#### Task details:
Every line below from the one containing "Road topology of" through the one containing "Trace all roads" must be transcribed exactly. Omit all lines outside that stretch.

#### Records supplied:
• • •

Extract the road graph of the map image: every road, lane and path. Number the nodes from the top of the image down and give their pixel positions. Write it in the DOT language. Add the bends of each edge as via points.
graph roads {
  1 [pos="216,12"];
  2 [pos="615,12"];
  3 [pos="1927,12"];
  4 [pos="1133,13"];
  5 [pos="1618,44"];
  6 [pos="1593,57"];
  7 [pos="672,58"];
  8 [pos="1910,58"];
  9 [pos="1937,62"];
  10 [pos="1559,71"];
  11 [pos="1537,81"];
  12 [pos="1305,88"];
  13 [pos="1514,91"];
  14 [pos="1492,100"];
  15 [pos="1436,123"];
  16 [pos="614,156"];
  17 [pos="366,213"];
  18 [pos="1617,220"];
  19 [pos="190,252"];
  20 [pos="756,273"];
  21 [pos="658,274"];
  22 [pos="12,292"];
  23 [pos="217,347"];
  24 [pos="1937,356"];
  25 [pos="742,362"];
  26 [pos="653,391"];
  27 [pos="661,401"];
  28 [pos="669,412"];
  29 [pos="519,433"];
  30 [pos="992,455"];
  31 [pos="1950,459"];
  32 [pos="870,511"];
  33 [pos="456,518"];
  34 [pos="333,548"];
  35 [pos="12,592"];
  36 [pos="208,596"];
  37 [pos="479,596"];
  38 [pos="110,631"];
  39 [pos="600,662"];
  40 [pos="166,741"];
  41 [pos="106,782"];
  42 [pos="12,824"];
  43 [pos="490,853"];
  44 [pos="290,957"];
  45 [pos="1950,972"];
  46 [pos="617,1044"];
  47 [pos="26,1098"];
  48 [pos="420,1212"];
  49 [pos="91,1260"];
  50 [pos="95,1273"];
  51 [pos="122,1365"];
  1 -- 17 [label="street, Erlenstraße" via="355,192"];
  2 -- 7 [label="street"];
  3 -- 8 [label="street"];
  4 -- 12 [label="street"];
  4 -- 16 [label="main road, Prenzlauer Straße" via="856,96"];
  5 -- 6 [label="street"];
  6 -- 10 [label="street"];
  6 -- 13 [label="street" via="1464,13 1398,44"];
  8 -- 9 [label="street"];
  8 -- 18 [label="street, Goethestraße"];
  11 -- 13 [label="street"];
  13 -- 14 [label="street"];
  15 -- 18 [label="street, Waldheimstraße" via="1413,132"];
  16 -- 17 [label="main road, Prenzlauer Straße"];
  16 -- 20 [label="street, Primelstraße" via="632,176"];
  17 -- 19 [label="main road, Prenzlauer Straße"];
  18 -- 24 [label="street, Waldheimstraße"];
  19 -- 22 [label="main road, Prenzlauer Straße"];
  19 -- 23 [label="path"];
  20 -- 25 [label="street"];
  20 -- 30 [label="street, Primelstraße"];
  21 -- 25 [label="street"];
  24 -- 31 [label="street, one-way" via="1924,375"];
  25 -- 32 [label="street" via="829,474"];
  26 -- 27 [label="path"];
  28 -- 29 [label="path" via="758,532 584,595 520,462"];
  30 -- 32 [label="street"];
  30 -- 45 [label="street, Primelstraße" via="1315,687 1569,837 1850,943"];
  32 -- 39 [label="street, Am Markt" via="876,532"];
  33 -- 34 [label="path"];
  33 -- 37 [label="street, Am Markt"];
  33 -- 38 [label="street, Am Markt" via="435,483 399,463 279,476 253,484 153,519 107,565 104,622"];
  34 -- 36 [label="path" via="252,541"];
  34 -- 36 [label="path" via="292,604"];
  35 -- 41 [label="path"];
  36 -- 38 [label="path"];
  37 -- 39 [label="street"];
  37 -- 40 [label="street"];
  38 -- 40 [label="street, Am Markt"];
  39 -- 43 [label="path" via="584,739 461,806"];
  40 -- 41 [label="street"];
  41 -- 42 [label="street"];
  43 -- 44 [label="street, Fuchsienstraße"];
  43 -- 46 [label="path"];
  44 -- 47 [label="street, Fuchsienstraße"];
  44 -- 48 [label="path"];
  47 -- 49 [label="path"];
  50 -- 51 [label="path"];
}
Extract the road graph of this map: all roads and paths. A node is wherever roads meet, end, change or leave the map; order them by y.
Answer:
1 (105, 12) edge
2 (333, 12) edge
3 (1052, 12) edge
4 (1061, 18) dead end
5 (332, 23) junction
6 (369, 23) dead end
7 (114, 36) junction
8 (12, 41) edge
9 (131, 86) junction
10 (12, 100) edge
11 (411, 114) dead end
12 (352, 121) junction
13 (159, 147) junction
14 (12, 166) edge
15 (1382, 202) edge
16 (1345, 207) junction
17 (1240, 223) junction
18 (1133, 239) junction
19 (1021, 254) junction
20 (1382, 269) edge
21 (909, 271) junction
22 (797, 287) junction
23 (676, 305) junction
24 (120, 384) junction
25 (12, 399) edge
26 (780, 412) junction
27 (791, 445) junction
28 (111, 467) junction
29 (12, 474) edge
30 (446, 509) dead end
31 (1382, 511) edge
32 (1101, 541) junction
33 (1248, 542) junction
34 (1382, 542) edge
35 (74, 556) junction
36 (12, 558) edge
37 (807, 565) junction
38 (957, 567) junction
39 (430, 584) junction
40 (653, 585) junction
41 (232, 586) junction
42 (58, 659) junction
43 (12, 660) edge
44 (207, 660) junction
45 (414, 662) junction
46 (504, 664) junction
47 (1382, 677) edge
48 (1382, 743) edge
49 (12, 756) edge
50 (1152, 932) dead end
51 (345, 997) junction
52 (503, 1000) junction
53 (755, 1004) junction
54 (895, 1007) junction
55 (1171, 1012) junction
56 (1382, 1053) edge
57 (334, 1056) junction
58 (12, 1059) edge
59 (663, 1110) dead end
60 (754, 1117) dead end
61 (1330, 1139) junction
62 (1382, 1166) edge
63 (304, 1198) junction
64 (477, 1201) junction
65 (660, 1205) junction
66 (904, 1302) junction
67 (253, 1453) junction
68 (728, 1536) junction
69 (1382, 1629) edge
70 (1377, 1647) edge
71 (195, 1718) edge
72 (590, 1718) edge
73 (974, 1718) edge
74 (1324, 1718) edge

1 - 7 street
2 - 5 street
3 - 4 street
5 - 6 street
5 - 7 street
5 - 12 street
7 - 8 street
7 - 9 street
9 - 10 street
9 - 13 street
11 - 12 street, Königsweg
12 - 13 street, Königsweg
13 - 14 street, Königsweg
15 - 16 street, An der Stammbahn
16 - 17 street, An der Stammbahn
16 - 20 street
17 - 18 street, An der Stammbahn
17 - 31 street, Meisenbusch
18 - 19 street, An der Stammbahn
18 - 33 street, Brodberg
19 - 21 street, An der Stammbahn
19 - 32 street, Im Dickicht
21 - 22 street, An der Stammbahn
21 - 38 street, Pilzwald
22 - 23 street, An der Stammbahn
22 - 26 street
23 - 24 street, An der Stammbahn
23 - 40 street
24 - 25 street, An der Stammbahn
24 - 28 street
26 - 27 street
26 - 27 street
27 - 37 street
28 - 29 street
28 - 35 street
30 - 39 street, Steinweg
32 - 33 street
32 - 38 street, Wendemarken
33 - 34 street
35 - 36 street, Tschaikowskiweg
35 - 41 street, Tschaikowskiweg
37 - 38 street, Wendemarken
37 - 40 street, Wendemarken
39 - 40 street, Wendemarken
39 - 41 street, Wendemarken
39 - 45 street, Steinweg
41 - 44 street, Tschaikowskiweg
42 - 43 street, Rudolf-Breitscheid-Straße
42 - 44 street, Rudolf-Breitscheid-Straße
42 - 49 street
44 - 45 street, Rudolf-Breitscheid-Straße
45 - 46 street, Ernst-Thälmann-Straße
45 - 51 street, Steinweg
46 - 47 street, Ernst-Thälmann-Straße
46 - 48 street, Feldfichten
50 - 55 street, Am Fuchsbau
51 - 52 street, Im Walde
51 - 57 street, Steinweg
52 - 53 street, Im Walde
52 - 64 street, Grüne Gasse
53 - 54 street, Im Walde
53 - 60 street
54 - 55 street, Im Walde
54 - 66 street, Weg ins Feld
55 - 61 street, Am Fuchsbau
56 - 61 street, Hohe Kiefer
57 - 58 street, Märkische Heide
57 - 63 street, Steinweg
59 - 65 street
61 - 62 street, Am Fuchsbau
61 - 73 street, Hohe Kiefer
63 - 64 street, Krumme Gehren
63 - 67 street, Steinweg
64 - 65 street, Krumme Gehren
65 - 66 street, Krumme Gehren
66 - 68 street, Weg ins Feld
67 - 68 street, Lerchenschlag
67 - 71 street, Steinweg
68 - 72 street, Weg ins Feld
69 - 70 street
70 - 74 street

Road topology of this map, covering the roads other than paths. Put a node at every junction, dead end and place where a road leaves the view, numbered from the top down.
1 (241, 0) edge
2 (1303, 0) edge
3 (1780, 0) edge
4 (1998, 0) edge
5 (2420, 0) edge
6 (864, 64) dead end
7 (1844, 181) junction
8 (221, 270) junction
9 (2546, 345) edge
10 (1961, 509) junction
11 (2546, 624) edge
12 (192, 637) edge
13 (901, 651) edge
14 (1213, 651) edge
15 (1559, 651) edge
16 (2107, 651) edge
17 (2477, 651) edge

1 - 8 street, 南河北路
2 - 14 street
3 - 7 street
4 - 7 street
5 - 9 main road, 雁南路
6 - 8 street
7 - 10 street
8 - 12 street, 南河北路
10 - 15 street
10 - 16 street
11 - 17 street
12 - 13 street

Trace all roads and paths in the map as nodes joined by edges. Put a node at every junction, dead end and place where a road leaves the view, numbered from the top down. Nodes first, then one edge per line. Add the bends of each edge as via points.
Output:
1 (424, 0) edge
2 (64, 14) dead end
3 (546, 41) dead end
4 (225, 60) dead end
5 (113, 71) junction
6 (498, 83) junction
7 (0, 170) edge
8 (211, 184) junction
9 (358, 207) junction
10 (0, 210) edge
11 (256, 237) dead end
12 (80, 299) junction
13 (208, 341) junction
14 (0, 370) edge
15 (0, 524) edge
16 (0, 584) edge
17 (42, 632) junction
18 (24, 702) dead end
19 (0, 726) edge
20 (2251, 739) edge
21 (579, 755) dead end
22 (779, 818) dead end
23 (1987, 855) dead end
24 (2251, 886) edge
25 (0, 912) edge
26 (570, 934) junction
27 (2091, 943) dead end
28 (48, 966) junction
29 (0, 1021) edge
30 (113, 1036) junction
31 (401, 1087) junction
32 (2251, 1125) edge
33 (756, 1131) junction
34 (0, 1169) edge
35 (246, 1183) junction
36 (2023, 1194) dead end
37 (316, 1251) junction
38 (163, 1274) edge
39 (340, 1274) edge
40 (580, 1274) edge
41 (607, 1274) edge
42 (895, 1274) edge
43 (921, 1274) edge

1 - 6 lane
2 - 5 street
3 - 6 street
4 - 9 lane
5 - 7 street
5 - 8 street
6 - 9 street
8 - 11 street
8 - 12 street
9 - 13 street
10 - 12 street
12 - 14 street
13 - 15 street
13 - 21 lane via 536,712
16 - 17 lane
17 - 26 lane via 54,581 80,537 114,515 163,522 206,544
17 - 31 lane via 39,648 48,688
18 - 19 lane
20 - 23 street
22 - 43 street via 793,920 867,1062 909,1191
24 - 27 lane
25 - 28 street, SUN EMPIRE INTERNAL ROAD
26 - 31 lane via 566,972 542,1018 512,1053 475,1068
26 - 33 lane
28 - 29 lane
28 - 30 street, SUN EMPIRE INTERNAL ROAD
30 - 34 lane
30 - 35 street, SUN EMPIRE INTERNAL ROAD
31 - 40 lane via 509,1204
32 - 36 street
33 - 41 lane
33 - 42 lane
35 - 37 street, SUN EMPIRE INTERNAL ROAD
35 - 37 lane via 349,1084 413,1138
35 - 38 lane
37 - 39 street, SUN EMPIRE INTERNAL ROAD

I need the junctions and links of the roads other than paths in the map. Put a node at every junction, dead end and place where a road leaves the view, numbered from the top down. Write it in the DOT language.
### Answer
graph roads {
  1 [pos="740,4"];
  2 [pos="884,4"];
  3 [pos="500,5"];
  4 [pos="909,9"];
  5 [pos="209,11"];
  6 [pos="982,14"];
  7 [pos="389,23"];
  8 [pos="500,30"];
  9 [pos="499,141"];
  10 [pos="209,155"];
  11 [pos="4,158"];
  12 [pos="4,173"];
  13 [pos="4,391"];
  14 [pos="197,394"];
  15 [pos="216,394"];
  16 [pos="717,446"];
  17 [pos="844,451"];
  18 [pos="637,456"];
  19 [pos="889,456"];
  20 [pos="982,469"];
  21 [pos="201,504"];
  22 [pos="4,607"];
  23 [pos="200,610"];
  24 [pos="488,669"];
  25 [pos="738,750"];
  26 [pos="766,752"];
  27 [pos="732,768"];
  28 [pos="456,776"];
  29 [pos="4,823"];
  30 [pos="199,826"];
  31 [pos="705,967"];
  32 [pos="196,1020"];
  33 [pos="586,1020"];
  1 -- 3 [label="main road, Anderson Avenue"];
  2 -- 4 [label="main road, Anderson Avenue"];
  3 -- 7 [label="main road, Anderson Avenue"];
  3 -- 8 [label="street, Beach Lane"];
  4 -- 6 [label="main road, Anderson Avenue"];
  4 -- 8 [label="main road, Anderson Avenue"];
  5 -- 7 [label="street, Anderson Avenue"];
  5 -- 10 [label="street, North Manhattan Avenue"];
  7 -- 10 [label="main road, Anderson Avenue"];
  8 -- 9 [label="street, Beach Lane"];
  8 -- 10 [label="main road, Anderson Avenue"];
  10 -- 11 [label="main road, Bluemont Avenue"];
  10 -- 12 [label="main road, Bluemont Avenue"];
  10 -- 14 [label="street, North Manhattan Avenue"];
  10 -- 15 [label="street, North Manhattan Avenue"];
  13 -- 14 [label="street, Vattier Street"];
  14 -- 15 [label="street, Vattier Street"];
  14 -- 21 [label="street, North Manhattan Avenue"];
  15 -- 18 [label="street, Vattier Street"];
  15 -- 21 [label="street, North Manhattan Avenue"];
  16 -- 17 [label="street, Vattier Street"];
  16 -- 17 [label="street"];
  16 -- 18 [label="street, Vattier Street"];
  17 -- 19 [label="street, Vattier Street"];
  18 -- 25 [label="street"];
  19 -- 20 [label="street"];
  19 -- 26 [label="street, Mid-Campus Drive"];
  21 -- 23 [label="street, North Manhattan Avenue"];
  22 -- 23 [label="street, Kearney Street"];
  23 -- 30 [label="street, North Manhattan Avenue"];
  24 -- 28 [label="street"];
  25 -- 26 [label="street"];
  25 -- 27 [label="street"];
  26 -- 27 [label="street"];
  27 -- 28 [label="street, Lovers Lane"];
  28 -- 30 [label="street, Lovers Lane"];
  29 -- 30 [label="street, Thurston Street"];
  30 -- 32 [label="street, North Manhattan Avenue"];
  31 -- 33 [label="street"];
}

• • •

#### Task response:
Road topology of this map, covering the roads other than paths. Put a node at every junction, dead end and place where a road leaves the view, numbered from the top down.
1 (241, 0) edge
2 (1303, 0) edge
3 (1780, 0) edge
4 (1998, 0) edge
5 (2420, 0) edge
6 (864, 64) dead end
7 (1844, 181) junction
8 (221, 270) junction
9 (2546, 345) edge
10 (1961, 509) junction
11 (2546, 624) edge
12 (192, 637) edge
13 (901, 651) edge
14 (1213, 651) edge
15 (1559, 651) edge
16 (2107, 651) edge
17 (2477, 651) edge

1 - 8 street, 南河北路
2 - 14 street
3 - 7 street
4 - 7 street
5 - 9 main road, 雁南路
6 - 8 street
7 - 10 street
8 - 12 street, 南河北路
10 - 15 street
10 - 16 street
11 - 17 street
12 - 13 street

Trace all roads and paths in the map as nodes joined by edges. Put a node at every junction, dead end and place where a road leaves the view, numbered from the top down. Nodes first, then one edge per line. Add the bends of each edge as via points.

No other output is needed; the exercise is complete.